Every line of the entries that holds the word "Answer" is to be copied.

++++ Supplied records ++++

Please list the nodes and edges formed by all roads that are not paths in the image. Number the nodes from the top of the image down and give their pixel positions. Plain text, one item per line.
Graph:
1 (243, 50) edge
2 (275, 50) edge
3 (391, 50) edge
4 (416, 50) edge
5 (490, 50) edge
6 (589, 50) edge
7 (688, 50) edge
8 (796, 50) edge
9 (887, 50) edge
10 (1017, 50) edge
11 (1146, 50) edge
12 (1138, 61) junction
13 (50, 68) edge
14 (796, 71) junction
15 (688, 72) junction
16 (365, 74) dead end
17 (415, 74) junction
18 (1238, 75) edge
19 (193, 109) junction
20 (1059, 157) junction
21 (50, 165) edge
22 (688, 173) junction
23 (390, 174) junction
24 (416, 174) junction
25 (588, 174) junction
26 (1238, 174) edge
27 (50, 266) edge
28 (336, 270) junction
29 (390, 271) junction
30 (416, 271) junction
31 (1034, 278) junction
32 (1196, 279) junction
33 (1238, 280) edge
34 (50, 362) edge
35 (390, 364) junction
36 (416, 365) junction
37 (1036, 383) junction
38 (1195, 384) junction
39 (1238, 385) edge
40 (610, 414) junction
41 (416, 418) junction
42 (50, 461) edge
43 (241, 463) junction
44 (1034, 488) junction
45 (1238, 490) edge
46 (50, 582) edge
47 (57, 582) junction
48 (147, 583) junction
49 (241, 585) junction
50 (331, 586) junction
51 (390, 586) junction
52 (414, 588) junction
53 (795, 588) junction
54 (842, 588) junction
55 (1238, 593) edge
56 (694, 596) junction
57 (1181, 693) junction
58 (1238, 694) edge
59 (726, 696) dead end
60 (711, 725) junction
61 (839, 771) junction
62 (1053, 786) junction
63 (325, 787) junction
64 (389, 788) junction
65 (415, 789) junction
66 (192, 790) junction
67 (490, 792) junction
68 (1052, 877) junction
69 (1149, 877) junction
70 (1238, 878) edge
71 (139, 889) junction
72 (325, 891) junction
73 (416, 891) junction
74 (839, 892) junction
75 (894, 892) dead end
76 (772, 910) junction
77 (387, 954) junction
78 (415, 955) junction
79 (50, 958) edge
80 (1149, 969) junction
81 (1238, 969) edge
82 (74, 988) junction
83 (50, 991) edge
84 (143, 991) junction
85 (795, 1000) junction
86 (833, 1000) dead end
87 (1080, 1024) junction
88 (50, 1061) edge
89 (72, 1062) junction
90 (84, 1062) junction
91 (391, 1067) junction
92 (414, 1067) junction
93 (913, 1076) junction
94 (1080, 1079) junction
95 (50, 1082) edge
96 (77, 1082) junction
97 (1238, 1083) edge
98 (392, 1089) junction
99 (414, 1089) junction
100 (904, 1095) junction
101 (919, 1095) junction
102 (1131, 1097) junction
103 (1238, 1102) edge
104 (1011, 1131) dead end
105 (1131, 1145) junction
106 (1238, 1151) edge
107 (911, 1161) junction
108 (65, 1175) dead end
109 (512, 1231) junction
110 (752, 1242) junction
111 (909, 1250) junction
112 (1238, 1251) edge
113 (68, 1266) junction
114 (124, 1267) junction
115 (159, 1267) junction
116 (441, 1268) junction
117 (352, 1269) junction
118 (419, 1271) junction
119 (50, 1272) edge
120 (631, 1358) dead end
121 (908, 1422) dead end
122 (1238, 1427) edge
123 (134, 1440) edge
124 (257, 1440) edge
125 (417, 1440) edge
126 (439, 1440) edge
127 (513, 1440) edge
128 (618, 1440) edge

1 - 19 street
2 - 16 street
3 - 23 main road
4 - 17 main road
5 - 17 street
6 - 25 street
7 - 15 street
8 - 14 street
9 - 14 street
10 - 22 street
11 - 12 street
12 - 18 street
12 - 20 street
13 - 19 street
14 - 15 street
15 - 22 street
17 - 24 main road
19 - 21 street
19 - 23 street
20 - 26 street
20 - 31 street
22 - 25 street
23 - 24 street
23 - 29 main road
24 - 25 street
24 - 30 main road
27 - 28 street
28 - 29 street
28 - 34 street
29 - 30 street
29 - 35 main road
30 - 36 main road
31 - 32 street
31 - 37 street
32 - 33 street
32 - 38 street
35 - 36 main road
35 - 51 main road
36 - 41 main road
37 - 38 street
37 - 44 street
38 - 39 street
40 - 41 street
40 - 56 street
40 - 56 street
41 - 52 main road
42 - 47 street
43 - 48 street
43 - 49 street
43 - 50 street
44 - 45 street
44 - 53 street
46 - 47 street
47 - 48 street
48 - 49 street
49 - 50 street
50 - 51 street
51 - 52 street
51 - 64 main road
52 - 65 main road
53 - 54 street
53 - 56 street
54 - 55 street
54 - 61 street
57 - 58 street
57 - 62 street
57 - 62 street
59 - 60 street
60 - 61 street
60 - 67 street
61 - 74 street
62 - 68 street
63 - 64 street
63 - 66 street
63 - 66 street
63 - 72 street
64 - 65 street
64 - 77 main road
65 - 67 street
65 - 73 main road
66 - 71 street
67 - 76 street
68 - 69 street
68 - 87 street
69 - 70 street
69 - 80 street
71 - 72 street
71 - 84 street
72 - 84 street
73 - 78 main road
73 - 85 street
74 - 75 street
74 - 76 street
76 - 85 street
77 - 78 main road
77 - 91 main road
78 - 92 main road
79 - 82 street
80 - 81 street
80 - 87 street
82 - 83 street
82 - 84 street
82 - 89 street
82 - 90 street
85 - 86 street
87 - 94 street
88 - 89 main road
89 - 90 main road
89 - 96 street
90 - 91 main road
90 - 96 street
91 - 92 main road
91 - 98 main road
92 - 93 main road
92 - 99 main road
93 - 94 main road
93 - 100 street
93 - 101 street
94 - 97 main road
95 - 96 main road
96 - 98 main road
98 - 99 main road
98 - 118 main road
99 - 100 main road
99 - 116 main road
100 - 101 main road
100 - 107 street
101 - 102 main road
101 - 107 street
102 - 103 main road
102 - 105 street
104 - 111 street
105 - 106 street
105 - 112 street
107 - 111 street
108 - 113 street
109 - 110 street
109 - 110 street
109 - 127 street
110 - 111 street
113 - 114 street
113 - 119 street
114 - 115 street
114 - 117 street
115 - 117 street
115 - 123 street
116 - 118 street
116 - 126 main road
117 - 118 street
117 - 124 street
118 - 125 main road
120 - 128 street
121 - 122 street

++++
++++ Supplied records ++++

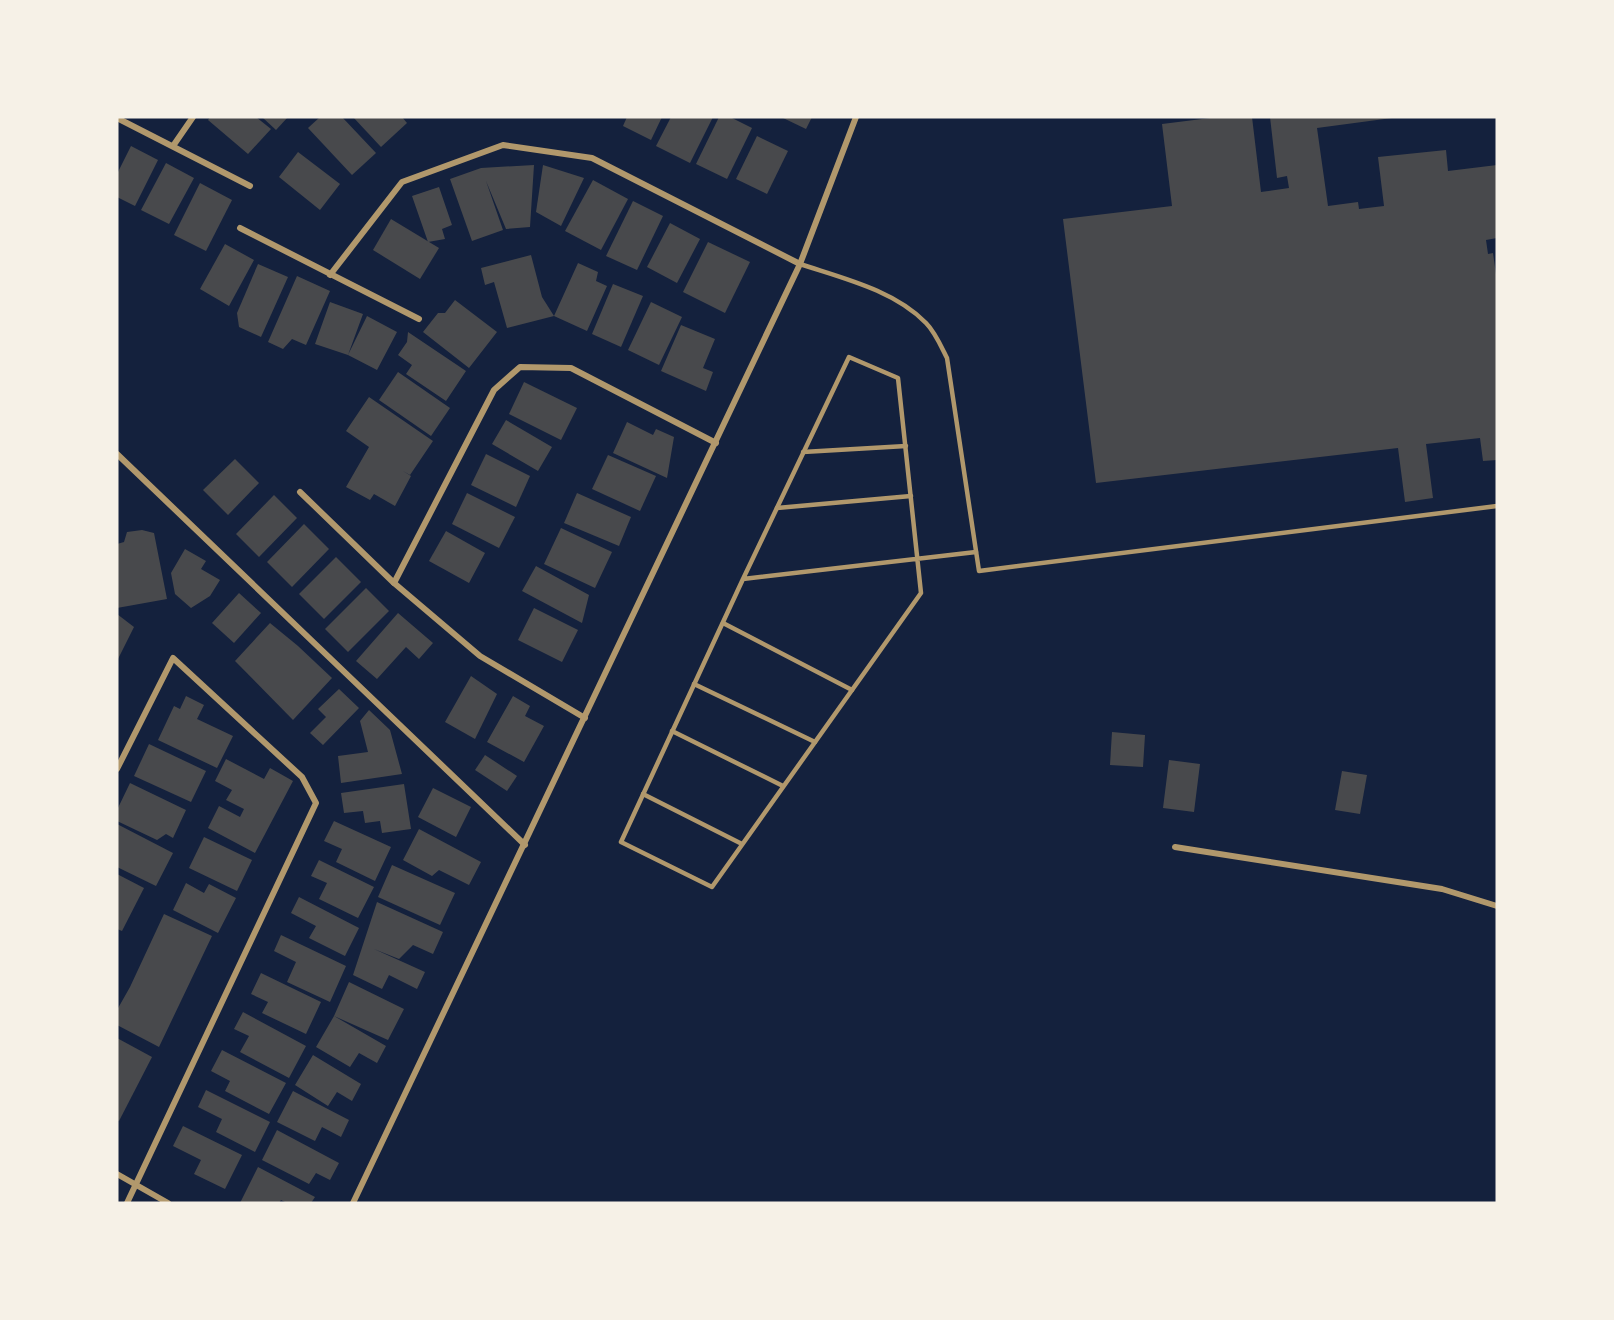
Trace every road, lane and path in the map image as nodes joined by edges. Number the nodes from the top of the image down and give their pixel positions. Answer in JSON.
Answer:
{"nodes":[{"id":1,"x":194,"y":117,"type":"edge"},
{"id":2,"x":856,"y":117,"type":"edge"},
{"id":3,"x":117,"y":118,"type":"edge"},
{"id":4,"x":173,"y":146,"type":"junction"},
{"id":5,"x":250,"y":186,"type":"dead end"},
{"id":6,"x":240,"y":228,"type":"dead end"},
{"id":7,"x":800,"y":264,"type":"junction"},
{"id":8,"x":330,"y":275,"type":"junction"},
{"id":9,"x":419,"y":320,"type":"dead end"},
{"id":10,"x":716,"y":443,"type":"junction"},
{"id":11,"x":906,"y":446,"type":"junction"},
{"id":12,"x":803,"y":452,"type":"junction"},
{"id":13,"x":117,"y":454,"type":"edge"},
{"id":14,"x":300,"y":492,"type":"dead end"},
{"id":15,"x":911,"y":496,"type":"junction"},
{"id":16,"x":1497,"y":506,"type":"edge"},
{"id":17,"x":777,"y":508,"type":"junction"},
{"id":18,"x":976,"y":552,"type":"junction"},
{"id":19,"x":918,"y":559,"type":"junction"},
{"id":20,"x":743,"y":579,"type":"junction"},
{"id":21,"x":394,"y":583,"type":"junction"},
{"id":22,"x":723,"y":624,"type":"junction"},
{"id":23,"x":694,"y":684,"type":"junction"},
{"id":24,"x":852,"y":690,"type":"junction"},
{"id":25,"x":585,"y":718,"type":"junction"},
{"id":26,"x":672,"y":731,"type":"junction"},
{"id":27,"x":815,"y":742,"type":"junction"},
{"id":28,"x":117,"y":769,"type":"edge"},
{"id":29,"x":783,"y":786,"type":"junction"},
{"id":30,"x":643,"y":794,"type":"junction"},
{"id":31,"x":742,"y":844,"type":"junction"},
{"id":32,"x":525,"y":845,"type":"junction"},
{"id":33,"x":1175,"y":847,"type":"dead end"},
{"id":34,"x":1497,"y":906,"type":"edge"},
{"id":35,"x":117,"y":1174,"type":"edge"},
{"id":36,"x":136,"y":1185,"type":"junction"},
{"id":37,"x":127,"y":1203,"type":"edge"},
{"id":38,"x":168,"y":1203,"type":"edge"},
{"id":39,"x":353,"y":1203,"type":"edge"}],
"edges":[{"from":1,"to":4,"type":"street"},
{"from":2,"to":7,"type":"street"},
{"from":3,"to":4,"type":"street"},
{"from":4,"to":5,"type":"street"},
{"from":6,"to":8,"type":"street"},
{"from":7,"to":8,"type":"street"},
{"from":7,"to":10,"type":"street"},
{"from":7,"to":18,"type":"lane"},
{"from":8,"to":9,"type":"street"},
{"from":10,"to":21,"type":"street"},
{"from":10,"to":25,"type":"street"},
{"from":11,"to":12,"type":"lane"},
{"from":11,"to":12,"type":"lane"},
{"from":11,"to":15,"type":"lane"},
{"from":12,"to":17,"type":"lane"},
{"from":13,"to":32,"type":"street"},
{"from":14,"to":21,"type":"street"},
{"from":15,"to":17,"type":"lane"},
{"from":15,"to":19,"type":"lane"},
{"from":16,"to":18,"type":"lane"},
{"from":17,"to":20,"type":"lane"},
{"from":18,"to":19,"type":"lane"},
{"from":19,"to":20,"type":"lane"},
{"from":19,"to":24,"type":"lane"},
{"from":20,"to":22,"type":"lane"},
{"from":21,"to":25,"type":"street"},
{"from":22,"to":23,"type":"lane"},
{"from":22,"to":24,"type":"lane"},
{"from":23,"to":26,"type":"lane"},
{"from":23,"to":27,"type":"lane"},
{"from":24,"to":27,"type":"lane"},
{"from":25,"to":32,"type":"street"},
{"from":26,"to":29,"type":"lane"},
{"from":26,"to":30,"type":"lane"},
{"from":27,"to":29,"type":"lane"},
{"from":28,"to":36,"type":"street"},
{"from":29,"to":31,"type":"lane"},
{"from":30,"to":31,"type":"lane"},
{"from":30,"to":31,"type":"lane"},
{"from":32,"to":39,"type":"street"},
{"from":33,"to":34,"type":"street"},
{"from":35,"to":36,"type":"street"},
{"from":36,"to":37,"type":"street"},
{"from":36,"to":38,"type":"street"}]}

++++

Problem solution:
Trace every road, lane and path in the map image as nodes joined by edges. Number the nodes from the top of the image down and give their pixel positions. Answer in JSON.
Answer:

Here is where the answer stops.